4.6. Nonenzymatic Antioxidant Assay

Nonenzymatic antioxidants AsA and GSH were assayed after extracting 0.5 g of leaf sample in 3 mL 5% meta-phosphoric acid containing 1 mM Ethylenediaminetetraacetic acid (EDTA) and centrifuging it at 11,500× g for 12 min to remove all plant debris and to get the clear supernatant. The supernatant was neutralized using K-P buffer (0.5 M, pH 7.0) and used to measure AsA and GSH. For measuring total AsA, 0.1 M dithiothretitol was added to convert the DHA to AsA. Then, AsA (total and reduced) was assayed at 265 nm spectrophotometrically using a standard curve and DHA was calculated after subtracting reduced AsA from total AsA [14]. Glutathione was determined by enzymatic recycling and the rate of absorption change was read by a spectrophotometer at 412 nm and plotted against standard curves with known concentrations of GSH and GSSG. 2-vinylpyridine dependent removal of GSH was used to determine the GSSG content. Finally, the content of GSH was calculated by subtracting GSSG from total GSH [14].

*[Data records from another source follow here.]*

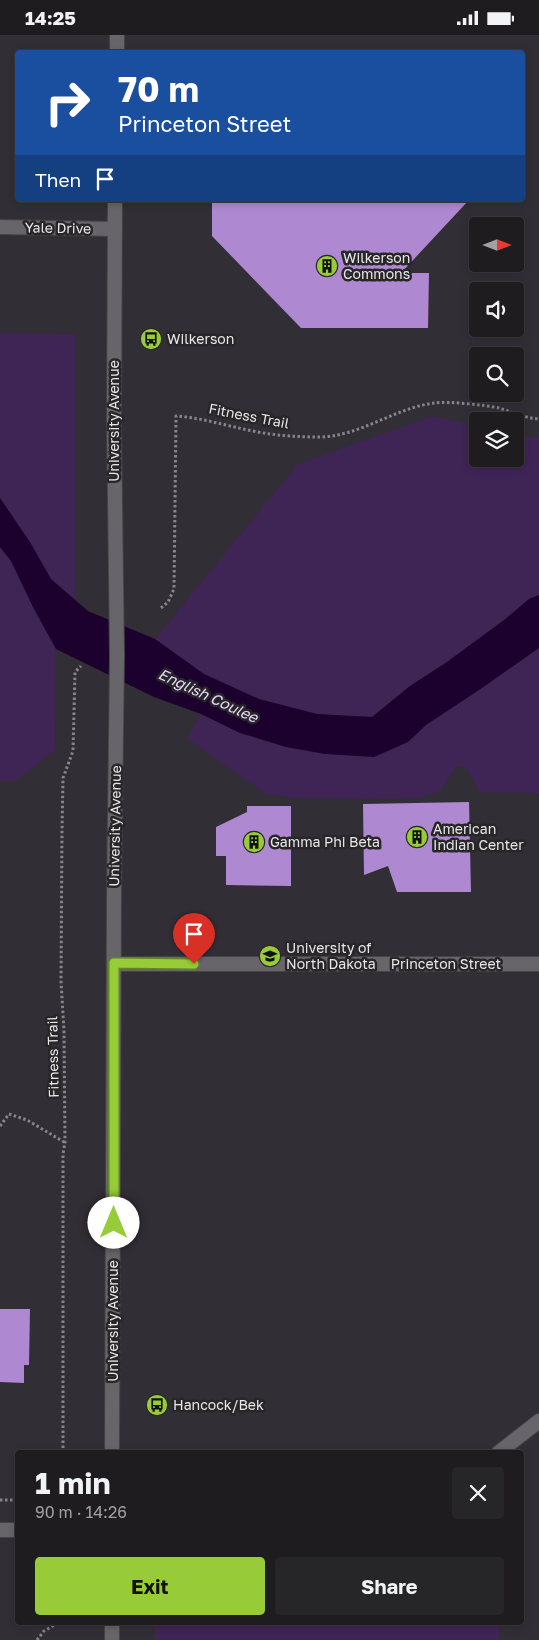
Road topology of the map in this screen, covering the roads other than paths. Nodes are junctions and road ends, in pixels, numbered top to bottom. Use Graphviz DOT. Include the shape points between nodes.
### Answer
graph roads {
  1 [pos="117,35"];
  2 [pos="117,50"];
  3 [pos="115,202"];
  4 [pos="0,227"];
  5 [pos="115,229"];
  6 [pos="114,963"];
  7 [pos="539,964"];
  8 [pos="539,1421"];
  9 [pos="112,1450"];
  10 [pos="502,1450"];
  11 [pos="0,1530"];
  12 [pos="15,1531"];
  13 [pos="112,1625"];
  14 [pos="112,1640"];
  1 -- 2 [label="street"];
  3 -- 5 [label="street, University Avenue"];
  4 -- 5 [label="street, Yale Drive"];
  5 -- 6 [label="street, University Avenue, bridge" via="117,655"];
  6 -- 7 [label="street, Princeton Street"];
  6 -- 9 [label="street, University Avenue"];
  8 -- 10 [label="street"];
  11 -- 12 [label="street"];
  13 -- 14 [label="street"];
}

4.7. Protein Determination and Enzyme Activity Assay

For the assaying of soluble protein and enzymatic activity, leaf samples (0.5 g) were homogenized with 1 mL of ice-cold extraction reagent containing 1 mM AsA, 50 mM K-P buffer (pH 7.0), 100 mM KCl, 5 mM β-mercaptoethanol, and 10% (w/v) glycerol, followed by centrifugation at 11500× g for 10 min, which was further used for the assay whilst maintaining a temperature 0–4 °C.
The protein determination involved the binding of Coomassie brilliant blue dye with a soluble protein, which was thus read under 595 nm and calculated using a standard curve [50].
Lipoxygenase (LOX; EC: 1.13.11.12) activity was assayed according to Doderer et al. [51] using linoleic acid as a substrate at 234 nm spectrophotometrically.
Superoxide dismutase (SOD; EC 1.15.1.1) activity was estimated based on the xanthine–xanthine oxidase system [52]. The reaction mixture contained K-P buffer (50 mM), NBT (2.24 mM), CAT (0.1 units), xanthine oxidase (0.1 units), and xanthine (2.36 mM), and was expressed as U min−1 mg−1 protein.
Catalase (CAT; EC: 1.11.1.6) activity was assayed following Hasanuzzaman et al. [53] by monitoring the decrease in absorbance at 240 nm, and activity was calculated using 39.4 M−1cm−1 as the extinction coefficient.
Glutathione peroxidase (GPX; EC: 1.11.1.9) activity was enumerated according to Elia et al. [54], using reaction buffer containing 100 mM K-P buffer (pH 7.0), 1 mM EDTA, 1mM sodium azide (NaN3), 0.12 mM NADPH, 2 mM GSH, and 1 unit of GR, using 0.6 mM H2O2 as the substrate, and the activity was expressed as nmol min−1mg−1 of protein.
Glutathione S-transferase (GST; EC: 2.5.1.18) activity was measured spectrophotometrically according to Hasanuzzaman et al. [16], using a reaction mixture containing 1.5 mM GSH and 1 mM 1-chloro-2,4-dinitrobenzene (CDNB). The increase of absorbance occurred due to the conjugation of CDNB with GSH, which was read at 340 nm for a min. The enzyme activity was calculated using the extinction coefficient of 9.6 mM−1cm−1.
Ascorbate peroxidase (APX; EC: 1.11.1.11) activity was determined as stated by Nakano and Asada [55], where the assay mixture included K-P buffer (50 mM, pH 7.0), EDTA (0.1 mM), AsA (0.5 mM), and H2O2 (0.1 mM). The activity of APX was computed using 2.8 mM−1cm−1 as the extinction coefficient.
Monodehydroascorbate reductase (MDHAR, EC: 1.6.5.4) activity was assayed following Hossain et al. [56], using 703.4 µL of reaction mixture consisting of Tris-HCl buffer (50 mM, pH 7.5), AsA (2.5 mM), NADPH (0.2 mM), and AO (0.5 unit), and was read at 340 nm and calculated using 6.2 mM−1cm−1 as the extinction coefficient.
Dehydroascorbate reductase (EC: 1.8.5.1) activity was assayed with the mixture containing K-P buffer (50 mM, pH 7.0), GSH (2.5 mM), EDTA (0.1 mM), and DHA (0.1 mM). The activity of DHAR was observed from the increase in absorbance at 265 nm and calculated using 14 mM−1cm−1 as the extinction coefficient [55]
Glutathione reductase (EC: 1.6.4.2) activity was measured following Hasanuzzaman et al. [16] by observing the decline in absorbance at 340 nm, where the reaction mixture consisted of K-P buffer (0.1 M, pH 7.0) and EDTA (1 mM), calculated using 6.2 mM−1cm−1 as the extinction coefficient.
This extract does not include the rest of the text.